Google advances its artificial intelligence efforts through the launch of its seventh-generation Tensor Processing Unit (TPU), which carries the name Ironwood. The introduction of this custom-designed chip shows Google making a substantial leap in hardware development by addressing complex requirements for its most sophisticated Gemini models instead of just implementing incremental updates.

The Ironwood chip stands out for its superior performance in simulated reasoning tasks that Google equates with “thinking” and represents Google’s step towards a new AI age. The performance and architectural design of Ironwood have been substantially enhanced to deliver its capabilities. Ironwood delivers a major throughput improvement over previous TPUs while being built for use in extensive liquid-cooled cluster systems. Google’s approach to hardware development supporting its AI goals has undergone a fundamental transformation.

The latest Inter-Chip Interconnect (ICI) enables high-speed data exchange between clusters with up to 9,216 individual chips. The interconnect technology enables efficient AI workload scaling, which allows massive computational power from these clusters to address complex problems.

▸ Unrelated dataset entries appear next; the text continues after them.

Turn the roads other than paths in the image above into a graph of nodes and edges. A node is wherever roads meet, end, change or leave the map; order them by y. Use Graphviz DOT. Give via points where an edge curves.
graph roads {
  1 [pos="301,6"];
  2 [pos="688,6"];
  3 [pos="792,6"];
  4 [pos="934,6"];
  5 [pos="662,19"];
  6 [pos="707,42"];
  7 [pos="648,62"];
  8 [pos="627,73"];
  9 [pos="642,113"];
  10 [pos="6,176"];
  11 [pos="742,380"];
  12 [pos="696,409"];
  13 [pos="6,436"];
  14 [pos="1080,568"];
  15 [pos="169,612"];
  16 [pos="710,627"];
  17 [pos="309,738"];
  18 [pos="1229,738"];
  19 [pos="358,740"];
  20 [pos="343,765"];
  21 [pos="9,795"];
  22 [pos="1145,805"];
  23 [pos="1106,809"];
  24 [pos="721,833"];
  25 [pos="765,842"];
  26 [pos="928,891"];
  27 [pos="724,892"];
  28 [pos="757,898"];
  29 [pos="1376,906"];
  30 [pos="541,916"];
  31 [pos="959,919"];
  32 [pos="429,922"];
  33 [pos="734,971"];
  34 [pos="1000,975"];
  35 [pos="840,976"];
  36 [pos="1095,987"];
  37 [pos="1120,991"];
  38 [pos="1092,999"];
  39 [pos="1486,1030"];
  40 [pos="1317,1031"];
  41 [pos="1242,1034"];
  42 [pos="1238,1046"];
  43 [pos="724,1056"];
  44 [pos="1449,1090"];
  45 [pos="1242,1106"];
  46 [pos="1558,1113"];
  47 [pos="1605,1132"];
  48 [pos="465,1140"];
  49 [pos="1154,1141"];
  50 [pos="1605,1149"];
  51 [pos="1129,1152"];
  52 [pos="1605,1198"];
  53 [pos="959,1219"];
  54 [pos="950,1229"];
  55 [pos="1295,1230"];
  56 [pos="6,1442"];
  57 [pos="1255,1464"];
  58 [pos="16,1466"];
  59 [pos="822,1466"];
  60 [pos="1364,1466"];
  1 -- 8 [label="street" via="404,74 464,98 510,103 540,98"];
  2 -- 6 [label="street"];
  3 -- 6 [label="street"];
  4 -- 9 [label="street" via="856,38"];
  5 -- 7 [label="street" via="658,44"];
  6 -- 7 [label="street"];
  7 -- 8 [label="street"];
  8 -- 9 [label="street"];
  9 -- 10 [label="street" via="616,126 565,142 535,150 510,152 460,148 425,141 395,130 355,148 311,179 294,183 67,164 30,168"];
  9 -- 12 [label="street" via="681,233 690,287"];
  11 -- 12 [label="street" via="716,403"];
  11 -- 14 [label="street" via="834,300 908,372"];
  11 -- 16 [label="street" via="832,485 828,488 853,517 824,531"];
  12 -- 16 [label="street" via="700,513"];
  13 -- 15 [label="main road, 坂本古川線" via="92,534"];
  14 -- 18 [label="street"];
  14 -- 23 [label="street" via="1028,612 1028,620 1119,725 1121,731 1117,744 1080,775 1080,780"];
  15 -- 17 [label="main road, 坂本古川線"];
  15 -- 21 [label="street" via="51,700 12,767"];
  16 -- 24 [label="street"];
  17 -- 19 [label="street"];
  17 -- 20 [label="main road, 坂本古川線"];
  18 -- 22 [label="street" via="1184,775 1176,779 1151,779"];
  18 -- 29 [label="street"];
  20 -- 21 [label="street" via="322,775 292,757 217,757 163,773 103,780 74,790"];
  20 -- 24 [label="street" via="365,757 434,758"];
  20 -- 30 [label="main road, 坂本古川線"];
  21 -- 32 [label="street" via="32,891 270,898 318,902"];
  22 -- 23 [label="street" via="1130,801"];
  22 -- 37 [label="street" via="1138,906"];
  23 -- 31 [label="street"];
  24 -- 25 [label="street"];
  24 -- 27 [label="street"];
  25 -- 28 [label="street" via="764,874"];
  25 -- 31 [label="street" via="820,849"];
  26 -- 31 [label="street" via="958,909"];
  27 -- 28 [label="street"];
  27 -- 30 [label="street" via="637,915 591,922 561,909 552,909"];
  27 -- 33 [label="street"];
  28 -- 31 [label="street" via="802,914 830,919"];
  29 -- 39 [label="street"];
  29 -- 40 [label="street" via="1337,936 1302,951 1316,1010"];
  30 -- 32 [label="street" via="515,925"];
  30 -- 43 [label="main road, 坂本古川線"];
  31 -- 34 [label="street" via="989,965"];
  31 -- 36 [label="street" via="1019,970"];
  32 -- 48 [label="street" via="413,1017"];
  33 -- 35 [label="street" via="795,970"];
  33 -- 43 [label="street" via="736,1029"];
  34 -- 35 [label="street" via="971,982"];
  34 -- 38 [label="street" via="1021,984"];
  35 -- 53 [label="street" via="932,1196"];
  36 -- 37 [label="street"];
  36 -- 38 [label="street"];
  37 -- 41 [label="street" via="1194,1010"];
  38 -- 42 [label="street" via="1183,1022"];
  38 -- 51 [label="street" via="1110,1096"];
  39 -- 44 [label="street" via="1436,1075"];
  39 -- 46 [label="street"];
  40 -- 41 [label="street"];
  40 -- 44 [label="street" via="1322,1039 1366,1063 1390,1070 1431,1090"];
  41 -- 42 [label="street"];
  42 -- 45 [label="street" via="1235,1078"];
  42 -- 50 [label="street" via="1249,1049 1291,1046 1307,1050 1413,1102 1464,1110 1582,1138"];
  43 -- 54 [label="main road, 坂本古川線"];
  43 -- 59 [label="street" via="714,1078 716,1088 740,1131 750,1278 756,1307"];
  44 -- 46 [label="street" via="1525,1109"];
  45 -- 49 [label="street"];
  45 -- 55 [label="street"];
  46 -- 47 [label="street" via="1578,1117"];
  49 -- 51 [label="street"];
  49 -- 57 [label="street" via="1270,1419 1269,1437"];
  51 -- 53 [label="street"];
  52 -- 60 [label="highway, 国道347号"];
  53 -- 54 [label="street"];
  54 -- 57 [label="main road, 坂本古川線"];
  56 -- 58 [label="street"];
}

Google Cloud provides external developers and its internal research and development teams with a scalable architecture that accommodates configurations from servers with 256 chips to full clusters with 9,216 chips. The fully configured Ironwood pod reaches an extraordinary performance level by delivering 42.5 Exaflops for inference computing. The peak performance of every single Ironwood chip reaches 4,614 TFLOPs, which marks an important advancement beyond earlier TPU generations.

Ironwood includes a highly improved memory architecture to back its enhanced processing capabilities. The HBM capacity for each chip reaches 192GB, which represents six times the memory of the Trillium TPU.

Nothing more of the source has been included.